WHAT TO PRODUCE >> Filter the entries below down to the lines that hold "Killarmet".

RECORDS SHOWN >>
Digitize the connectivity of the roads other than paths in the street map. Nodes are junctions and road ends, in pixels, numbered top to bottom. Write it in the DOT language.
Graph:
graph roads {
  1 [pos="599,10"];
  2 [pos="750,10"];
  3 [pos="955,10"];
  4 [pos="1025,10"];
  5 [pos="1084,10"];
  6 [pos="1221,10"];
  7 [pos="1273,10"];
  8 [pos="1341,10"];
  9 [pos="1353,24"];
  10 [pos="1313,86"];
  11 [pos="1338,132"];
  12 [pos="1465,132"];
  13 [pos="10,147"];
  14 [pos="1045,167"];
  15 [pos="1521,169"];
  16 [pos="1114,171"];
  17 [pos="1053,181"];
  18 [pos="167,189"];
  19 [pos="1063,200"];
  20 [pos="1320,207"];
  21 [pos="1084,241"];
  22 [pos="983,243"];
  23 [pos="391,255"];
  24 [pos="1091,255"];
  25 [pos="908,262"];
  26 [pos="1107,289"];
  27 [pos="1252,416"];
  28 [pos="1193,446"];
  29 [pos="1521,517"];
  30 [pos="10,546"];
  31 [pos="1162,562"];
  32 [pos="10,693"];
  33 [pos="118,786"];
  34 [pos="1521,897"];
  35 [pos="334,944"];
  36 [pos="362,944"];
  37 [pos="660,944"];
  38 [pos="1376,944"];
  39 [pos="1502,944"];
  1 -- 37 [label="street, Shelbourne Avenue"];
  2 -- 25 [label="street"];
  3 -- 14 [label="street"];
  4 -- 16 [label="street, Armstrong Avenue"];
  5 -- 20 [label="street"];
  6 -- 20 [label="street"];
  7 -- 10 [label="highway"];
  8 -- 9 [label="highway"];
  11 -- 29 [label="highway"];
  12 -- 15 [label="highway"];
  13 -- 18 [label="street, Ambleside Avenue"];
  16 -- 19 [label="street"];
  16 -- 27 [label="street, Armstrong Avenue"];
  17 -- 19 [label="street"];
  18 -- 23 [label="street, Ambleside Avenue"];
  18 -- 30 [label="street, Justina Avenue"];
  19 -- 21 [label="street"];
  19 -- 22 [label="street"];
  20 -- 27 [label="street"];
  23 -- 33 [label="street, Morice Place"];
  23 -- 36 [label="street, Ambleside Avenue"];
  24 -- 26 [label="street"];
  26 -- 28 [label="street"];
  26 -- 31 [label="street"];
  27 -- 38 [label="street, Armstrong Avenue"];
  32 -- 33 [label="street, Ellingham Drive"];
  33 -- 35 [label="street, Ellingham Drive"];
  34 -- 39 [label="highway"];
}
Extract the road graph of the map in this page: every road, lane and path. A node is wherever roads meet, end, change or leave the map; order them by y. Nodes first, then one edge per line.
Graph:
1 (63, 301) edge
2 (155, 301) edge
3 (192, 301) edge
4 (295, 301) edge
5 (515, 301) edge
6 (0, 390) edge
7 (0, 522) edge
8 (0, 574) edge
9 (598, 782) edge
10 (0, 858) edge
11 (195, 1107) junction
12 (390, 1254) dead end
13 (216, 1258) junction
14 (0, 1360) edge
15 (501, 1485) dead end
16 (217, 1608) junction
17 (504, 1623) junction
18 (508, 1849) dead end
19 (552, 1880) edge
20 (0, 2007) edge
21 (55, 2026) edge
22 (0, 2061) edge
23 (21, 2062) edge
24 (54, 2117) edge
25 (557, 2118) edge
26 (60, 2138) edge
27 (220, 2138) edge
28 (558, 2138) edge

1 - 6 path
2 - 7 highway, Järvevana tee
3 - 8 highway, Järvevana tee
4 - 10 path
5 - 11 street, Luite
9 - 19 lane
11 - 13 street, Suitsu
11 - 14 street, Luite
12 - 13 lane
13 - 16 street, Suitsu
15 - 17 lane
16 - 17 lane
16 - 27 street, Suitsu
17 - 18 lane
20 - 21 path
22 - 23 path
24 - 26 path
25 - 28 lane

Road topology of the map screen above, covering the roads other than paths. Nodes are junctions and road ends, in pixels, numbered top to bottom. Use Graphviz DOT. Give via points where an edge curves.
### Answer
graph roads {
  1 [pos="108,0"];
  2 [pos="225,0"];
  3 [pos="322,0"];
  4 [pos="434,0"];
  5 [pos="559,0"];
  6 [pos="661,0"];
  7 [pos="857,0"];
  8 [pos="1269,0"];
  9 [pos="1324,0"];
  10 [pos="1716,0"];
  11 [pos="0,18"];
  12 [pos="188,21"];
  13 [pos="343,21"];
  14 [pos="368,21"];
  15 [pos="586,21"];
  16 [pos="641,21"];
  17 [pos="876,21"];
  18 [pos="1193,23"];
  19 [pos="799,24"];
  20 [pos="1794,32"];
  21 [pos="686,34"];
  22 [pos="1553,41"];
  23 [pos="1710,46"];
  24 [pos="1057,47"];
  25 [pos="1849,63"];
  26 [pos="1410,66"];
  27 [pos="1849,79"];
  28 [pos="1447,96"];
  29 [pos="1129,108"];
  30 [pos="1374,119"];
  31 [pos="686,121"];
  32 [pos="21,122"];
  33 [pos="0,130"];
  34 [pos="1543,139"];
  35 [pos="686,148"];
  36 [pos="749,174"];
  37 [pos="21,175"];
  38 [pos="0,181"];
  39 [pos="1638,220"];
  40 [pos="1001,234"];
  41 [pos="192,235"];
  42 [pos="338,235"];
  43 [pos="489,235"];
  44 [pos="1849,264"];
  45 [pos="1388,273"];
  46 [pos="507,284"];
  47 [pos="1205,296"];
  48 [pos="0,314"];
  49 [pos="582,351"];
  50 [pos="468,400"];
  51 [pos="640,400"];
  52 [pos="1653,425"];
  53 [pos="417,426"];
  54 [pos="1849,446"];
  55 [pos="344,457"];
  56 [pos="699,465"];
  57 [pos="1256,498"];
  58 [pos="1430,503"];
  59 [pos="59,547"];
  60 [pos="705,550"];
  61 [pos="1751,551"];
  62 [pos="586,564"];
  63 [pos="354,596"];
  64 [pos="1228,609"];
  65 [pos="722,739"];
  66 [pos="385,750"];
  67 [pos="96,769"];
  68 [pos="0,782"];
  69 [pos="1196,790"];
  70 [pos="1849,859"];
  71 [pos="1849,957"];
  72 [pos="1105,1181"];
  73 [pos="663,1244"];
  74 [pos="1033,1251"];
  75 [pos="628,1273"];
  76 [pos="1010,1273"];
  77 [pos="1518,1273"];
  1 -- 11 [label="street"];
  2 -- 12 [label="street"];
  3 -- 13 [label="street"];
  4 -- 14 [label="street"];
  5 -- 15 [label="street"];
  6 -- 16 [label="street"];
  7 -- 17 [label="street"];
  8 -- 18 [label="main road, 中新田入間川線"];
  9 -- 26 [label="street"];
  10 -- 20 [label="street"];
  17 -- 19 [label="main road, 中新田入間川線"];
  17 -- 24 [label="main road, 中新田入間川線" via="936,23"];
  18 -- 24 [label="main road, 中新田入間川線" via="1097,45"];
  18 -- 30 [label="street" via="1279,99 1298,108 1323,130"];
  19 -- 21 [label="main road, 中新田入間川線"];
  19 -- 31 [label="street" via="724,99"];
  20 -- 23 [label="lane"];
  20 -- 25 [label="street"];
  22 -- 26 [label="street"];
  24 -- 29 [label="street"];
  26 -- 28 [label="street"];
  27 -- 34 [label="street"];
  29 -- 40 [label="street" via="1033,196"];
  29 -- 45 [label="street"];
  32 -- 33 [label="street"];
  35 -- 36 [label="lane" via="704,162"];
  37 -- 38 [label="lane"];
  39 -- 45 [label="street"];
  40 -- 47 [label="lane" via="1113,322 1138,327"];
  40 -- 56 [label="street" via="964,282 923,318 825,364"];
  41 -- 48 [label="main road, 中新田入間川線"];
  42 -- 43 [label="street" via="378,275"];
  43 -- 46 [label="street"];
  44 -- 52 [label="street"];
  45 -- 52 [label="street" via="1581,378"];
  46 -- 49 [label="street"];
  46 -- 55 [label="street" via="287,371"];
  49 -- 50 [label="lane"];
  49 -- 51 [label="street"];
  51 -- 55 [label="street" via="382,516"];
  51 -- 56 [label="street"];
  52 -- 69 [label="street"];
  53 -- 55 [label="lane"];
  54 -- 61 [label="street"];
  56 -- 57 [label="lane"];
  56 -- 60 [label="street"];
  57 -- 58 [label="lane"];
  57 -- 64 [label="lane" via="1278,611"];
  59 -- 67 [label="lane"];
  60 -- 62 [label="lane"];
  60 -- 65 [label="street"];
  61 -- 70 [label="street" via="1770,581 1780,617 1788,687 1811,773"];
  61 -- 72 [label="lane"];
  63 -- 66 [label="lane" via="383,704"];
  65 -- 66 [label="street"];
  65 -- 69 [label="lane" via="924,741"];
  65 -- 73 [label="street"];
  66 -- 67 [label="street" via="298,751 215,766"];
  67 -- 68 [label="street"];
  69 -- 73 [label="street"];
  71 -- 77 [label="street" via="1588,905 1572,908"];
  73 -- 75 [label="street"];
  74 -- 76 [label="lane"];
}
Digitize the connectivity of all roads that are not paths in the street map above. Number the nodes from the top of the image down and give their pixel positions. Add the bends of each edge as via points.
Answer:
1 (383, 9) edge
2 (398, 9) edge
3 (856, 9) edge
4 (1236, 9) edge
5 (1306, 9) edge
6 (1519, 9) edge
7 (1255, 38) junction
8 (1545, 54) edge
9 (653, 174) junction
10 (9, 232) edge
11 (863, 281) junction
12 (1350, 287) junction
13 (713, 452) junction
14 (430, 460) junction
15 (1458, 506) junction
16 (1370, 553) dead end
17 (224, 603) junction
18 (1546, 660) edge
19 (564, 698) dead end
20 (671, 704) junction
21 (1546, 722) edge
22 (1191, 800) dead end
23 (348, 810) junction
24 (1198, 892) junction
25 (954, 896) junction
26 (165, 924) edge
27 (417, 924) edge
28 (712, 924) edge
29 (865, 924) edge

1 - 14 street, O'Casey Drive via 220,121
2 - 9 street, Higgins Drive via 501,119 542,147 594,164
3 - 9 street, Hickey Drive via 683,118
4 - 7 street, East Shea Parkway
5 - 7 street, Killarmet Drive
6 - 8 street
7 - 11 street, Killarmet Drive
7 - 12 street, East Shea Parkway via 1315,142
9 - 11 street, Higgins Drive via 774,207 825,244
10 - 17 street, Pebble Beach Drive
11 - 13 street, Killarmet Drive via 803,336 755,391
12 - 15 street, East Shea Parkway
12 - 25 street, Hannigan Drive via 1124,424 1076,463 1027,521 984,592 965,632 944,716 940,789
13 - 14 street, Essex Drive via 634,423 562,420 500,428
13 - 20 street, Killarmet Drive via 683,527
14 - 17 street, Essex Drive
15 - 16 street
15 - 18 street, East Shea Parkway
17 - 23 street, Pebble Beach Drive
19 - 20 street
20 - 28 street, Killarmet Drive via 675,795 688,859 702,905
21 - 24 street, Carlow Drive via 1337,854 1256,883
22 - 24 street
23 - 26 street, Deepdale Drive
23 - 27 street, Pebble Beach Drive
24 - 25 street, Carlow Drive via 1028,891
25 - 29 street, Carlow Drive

ANSWER SPACE >>
5 - 7 street, Killarmet Drive
7 - 11 street, Killarmet Drive
11 - 13 street, Killarmet Drive via 803,336 755,391
13 - 20 street, Killarmet Drive via 683,527
20 - 28 street, Killarmet Drive via 675,795 688,859 702,905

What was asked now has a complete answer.